I still had not answered. Kassouli picked up the framed photograph and turned it so I could stare into the dead girl’s face. “Can you imagine the pure terror of her last moments, Captain?” He paused, though no answer was needed, then he sighed. “Now Nadeznha is among the caballi.”
He had said the word very softly. I waited for an explanation, but none came. “The caballi? ” I prompted him.
“The souls of the young dead, the untimely dead.” Kassouli’s voice was very matter of fact, almost casual. “They roam the world, Captain, seeking the consolation of justice. Who, but their families, can provide such solace?”
I said nothing. My father had often told me that the very rich, having conquered this world, set out to conquer the next, which was why spiritualist frauds so often found patrons among practical men and women whose dour talents had made vast fortunes. Kassouli, having failed to convince me with the science of meteorology and oceanography, had retreated to the claptrap of the ghost world.
But neither ghosts, nor weather charts, nor even two hundred and fifty thousand dollars could make me accept. I needed the money, God knows how Sycorax and I needed the money, but there was an old-fashioned dream, as old as the dream that was carried in the Mayflower, and it was called honour. There was no proof that Bannister had done murder, and till that proof was found there could be no punishment. I shook my head. “I’m not your man, sir. I’ve already told Bannister I’m not sailing with him.”

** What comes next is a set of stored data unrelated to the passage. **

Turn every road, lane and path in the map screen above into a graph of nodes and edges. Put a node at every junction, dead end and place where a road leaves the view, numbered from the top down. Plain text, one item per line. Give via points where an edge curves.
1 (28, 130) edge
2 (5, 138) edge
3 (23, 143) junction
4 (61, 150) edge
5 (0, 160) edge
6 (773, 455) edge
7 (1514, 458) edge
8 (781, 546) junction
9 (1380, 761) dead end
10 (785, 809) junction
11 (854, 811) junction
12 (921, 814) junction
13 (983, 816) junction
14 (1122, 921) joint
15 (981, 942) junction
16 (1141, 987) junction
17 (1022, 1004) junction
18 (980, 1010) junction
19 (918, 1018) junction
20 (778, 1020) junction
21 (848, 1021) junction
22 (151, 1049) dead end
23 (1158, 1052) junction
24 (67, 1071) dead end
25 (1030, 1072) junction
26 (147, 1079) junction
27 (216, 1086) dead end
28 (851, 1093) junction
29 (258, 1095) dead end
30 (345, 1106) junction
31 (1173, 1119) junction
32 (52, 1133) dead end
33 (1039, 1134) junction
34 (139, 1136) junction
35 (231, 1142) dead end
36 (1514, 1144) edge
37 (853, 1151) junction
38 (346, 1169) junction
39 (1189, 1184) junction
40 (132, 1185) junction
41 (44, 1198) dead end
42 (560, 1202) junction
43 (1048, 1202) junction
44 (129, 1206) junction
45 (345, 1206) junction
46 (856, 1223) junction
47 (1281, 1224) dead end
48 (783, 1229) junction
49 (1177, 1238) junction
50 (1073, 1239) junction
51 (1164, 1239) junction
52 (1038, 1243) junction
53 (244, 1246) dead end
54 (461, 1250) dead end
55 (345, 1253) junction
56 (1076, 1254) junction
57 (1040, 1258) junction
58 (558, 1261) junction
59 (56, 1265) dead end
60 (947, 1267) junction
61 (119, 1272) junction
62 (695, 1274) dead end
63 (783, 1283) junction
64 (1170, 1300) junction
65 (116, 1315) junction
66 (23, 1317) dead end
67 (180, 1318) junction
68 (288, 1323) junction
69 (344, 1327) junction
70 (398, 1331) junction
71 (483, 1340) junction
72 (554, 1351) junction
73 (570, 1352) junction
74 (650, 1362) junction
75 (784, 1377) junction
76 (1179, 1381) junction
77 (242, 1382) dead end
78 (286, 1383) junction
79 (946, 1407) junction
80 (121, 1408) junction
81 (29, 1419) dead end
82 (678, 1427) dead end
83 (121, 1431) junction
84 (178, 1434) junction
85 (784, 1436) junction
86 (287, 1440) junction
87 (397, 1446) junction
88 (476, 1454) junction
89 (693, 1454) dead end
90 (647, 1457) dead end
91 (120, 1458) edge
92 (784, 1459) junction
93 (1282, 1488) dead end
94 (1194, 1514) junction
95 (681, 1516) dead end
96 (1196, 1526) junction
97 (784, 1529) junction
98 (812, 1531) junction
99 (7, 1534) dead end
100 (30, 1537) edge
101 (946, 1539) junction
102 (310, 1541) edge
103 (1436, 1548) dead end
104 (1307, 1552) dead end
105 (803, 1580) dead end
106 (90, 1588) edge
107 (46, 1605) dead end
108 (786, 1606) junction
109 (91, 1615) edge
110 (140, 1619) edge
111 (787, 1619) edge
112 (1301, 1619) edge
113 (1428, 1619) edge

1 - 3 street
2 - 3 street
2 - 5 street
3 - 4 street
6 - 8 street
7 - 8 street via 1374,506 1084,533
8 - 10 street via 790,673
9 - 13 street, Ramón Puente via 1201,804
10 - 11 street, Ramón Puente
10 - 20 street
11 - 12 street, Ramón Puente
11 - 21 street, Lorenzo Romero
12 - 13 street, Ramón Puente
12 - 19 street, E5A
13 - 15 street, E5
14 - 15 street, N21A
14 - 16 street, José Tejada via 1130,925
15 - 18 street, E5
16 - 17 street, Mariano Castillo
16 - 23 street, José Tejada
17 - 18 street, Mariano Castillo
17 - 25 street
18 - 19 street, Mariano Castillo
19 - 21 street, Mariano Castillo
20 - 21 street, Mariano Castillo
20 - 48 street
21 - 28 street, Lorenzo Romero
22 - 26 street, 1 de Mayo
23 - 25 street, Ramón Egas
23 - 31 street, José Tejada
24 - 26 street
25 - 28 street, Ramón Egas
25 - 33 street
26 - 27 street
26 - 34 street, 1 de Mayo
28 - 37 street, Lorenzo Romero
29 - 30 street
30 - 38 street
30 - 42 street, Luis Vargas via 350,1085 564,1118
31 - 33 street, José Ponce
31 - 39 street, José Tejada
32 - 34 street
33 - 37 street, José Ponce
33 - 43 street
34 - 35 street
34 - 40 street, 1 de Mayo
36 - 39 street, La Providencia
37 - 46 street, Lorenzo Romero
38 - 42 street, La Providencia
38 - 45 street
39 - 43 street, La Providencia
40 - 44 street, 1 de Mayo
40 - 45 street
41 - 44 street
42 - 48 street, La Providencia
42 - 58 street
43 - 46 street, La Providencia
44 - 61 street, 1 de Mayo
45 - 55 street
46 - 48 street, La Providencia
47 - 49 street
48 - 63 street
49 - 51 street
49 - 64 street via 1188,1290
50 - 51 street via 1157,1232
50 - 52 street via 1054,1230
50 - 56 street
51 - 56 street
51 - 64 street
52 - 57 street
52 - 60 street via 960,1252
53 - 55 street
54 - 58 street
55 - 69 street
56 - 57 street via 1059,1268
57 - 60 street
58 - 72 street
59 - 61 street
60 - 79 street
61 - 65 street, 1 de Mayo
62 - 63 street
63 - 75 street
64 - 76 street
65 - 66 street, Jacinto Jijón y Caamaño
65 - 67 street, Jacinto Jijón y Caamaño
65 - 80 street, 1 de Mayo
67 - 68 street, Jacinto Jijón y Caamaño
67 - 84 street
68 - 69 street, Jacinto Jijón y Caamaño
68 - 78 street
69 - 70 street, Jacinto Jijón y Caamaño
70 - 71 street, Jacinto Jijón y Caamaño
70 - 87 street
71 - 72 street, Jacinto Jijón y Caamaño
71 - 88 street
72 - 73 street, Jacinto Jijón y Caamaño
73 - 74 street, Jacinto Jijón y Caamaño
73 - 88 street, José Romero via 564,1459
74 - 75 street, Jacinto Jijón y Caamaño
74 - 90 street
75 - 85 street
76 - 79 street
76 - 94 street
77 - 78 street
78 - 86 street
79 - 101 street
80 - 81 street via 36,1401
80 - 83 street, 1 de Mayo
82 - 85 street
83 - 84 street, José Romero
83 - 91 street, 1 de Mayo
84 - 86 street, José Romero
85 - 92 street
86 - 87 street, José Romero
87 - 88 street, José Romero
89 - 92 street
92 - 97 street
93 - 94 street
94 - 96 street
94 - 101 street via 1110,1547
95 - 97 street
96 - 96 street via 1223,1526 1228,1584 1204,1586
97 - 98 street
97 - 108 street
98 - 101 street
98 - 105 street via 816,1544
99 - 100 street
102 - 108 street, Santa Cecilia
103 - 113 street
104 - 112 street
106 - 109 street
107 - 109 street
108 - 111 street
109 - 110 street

“But that decision could be reversed?”
I shrugged. “It won’t be.”
He half smiled, as though he had expected the refusal, then carefully replaced the silver-framed family portrait. “You are a patriot, Captain?”
The question surprised me. “Yes, sir.”
“Then you should know that I have given myself one year to avenge my daughter’s death. So far, Captain, I have tried to achieve that satisfaction through conventional means. I pleaded with your government to re-open the inquest, I went on my knees to them!
They have refused. Very well. What your government will not do, I will do. But I need the help of one Englishman, and that is you.
Miss Kirov assures me you are a brave and resourceful young man.” I looked at Jill-Beth, but she gave no sign of recognition. “But you have no proof,” I protested to the father.
Kassouli was long past that argument. “If no Englishman will help me, Captain, then I will wash my hands of your country. I don’t flatter myself that I can bring Great Britain to its knees, as I went on my knees to Great Britain, but I will withdraw all my investments out of your country and I will use my influence, which is not negligible, to deter others from investing in your economy.
Do you understand me?”
I understood him. It was blackmail on an enormous scale; so enormous that it defied belief. My face must have reflected that incredulity, for Kassouli raised his voice. “Every cent of every investment I have in Britain will be withdrawn. I will become an enemy of your country, Captain Sandman. Whenever it will be in my power to do it harm, that harm will be done. And when I die, I will charge my son to continue the enmity.”
Charles Kassouli, under the thrall of his father’s powerful voice, nodded.